井上荒野の連作短編集『結婚』(角川文庫)を、読んだ。
タイトルは「結婚」だが、テーマは、結婚詐欺だ。しかしミステリーの如く、その手口や巧妙さを描いたものではない。愛する男から金を騙し取られた女達。帰って来ないと判っていて待ち続ける女。何もかもを失い絶望する女。男を探し出そうと決意する女。彼女達に共通することは、詐欺師の男、古海(うるみ)への恋心を断ち切れないということだった。騙された女達の、そして手配師の女るり子の、さらには騙す側の古海の心の行方を、その危うさを、小説は描いていく。以下本文から。

「彼女、警察へ行くわよ、きっと」
「それはないよ」
「そんなことがどうして言えるの」
ある考えがるり子を捉える。古海は女が警察に行かないと思っているのではない。女が警察に行ってもかまわないと思っているのではないか。どうして? そうすれば終わりになるから。何が? いろいろなことが終わりになるだろう、その中には私との関係も入っている。
ばかげている。私と関わり続けるくらいなら捕まった方がましだとでもいうのか。まさか。そう思いながらるり子は唇を嚙んだ。ふるえるのを抑えるために。古海が、それまでとは違った目つきでちらりと見る。彼の敏感さは、たとえゴミみたいに思っている女にもきちんと発揮されるのだ。
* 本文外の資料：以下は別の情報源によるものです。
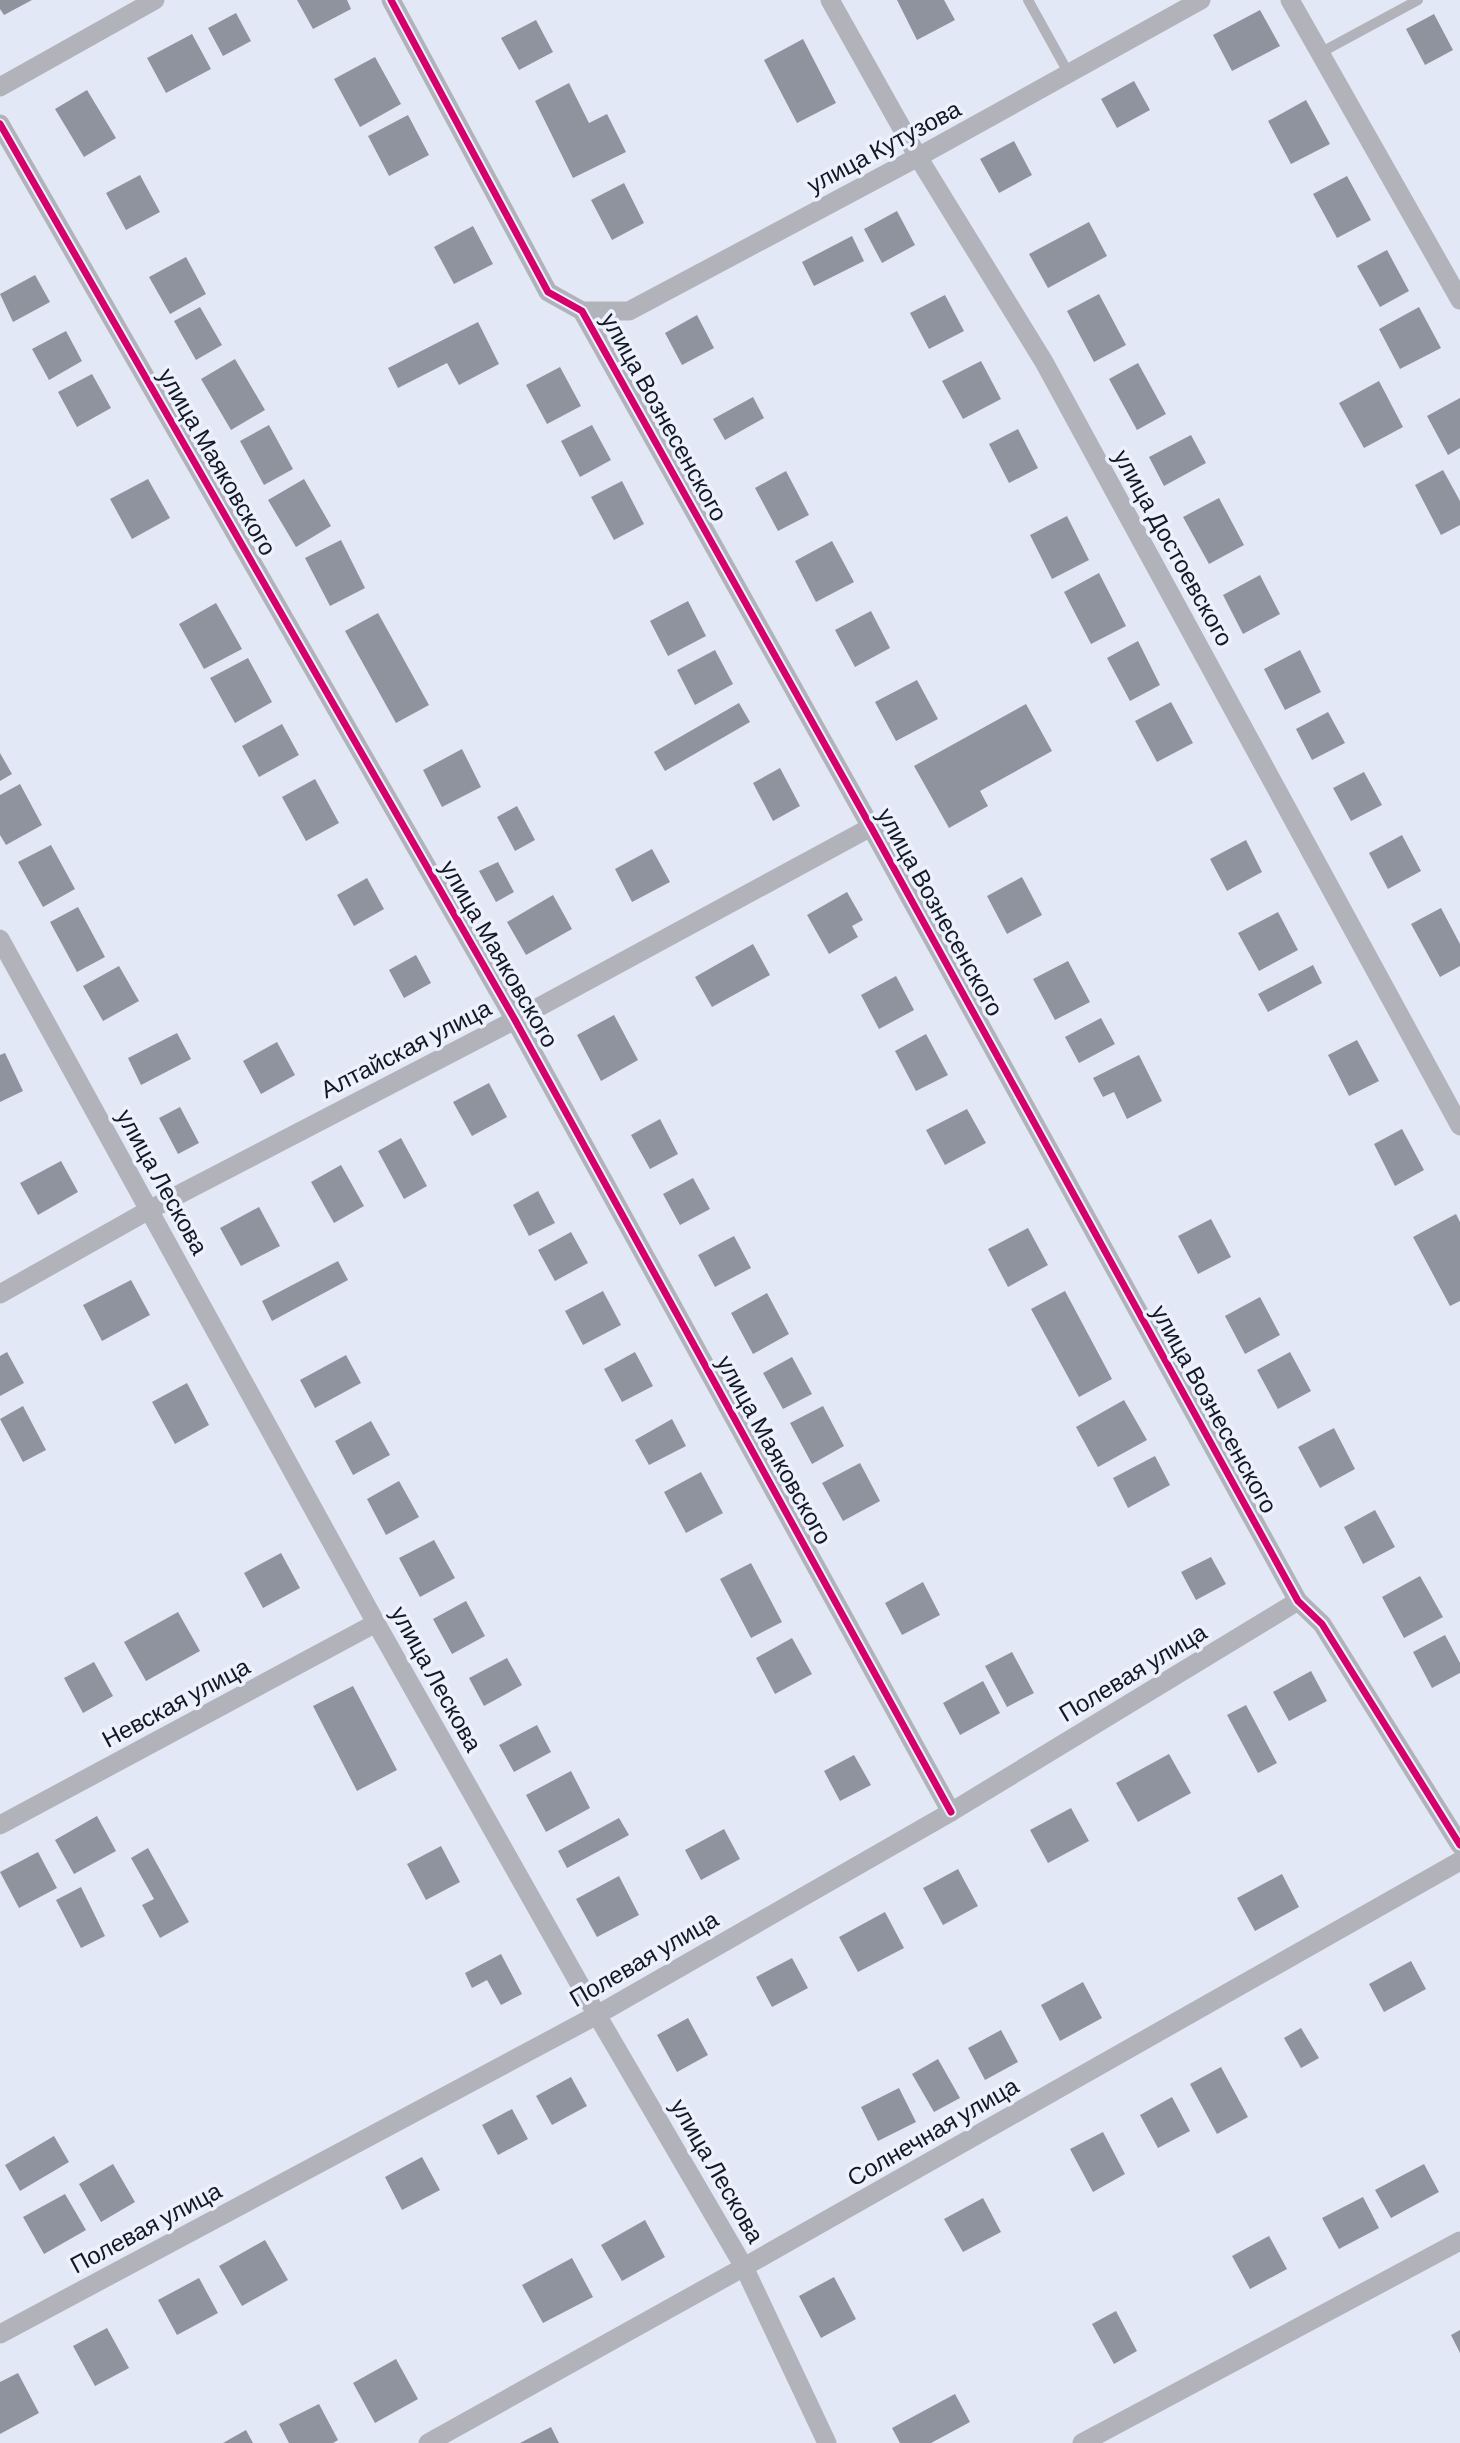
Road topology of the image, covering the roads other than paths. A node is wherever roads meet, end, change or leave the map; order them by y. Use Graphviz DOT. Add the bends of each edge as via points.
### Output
graph roads {
  1 [pos="155,0"];
  2 [pos="391,0"];
  3 [pos="830,0"];
  4 [pos="1028,0"];
  5 [pos="1201,0"];
  6 [pos="1290,0"];
  7 [pos="1418,0"];
  8 [pos="1320,53"];
  9 [pos="1069,74"];
  10 [pos="0,87"];
  11 [pos="0,124"];
  12 [pos="918,157"];
  13 [pos="1460,300"];
  14 [pos="582,311"];
  15 [pos="870,827"];
  16 [pos="0,939"];
  17 [pos="516,1020"];
  18 [pos="1460,1126"];
  19 [pos="149,1210"];
  20 [pos="0,1294"];
  21 [pos="1298,1601"];
  22 [pos="376,1623"];
  23 [pos="951,1812"];
  24 [pos="0,1825"];
  25 [pos="1460,1845"];
  26 [pos="1460,1861"];
  27 [pos="597,2015"];
  28 [pos="1460,2241"];
  29 [pos="744,2267"];
  30 [pos="0,2334"];
  31 [pos="428,2443"];
  32 [pos="827,2443"];
  33 [pos="1082,2443"];
  1 -- 10 [label="street"];
  2 -- 14 [label="street, улица Вознесенского" via="548,292"];
  3 -- 12 [label="street, улица Достоевского"];
  4 -- 9 [label="lane"];
  5 -- 9 [label="street, улица Кутузова"];
  6 -- 8 [label="street"];
  7 -- 8 [label="lane"];
  8 -- 13 [label="street"];
  9 -- 12 [label="street, улица Кутузова"];
  11 -- 17 [label="street, улица Маяковского"];
  12 -- 14 [label="street, улица Кутузова" via="629,311"];
  12 -- 18 [label="street, улица Достоевского" via="1044,362"];
  14 -- 15 [label="street, улица Вознесенского"];
  15 -- 17 [label="street, Алтайская улица"];
  15 -- 21 [label="street, улица Вознесенского"];
  16 -- 19 [label="street, улица Лескова"];
  17 -- 19 [label="street, Алтайская улица"];
  17 -- 23 [label="street, улица Маяковского"];
  19 -- 20 [label="street, Алтайская улица"];
  19 -- 22 [label="street, улица Лескова"];
  21 -- 23 [label="street, Полевая улица"];
  21 -- 25 [label="street, улица Вознесенского" via="1322,1623"];
  22 -- 24 [label="street, Невская улица"];
  22 -- 27 [label="street, улица Лескова"];
  23 -- 27 [label="street, Полевая улица"];
  26 -- 29 [label="street, Солнечная улица"];
  27 -- 29 [label="street, улица Лескова"];
  27 -- 30 [label="street, Полевая улица"];
  28 -- 33 [label="street"];
  29 -- 31 [label="street, Солнечная улица"];
  29 -- 32 [label="street, улица Лескова"];
}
女達は、心に空いた穴を埋めてくれた古海を、どうしても忘れられない。共謀して詐欺をしてきた、るり子でさえも。

大人になって、ずいぶんと経ってから気づいたことがある。
恋人がいたって、結婚していたって、愛する人がいたって、じゅうぶんに愛されていたって、人は、心に淋しさというスペースを持ち続けている、ということだ。恋をすれば、その淋しさを埋められると思ってしまいがちだが、そのスペースが、他の何かで満たされることはない。そして、それを知っていてもなお、淋しさを何かで埋めようとするのが、人、というものなのだと。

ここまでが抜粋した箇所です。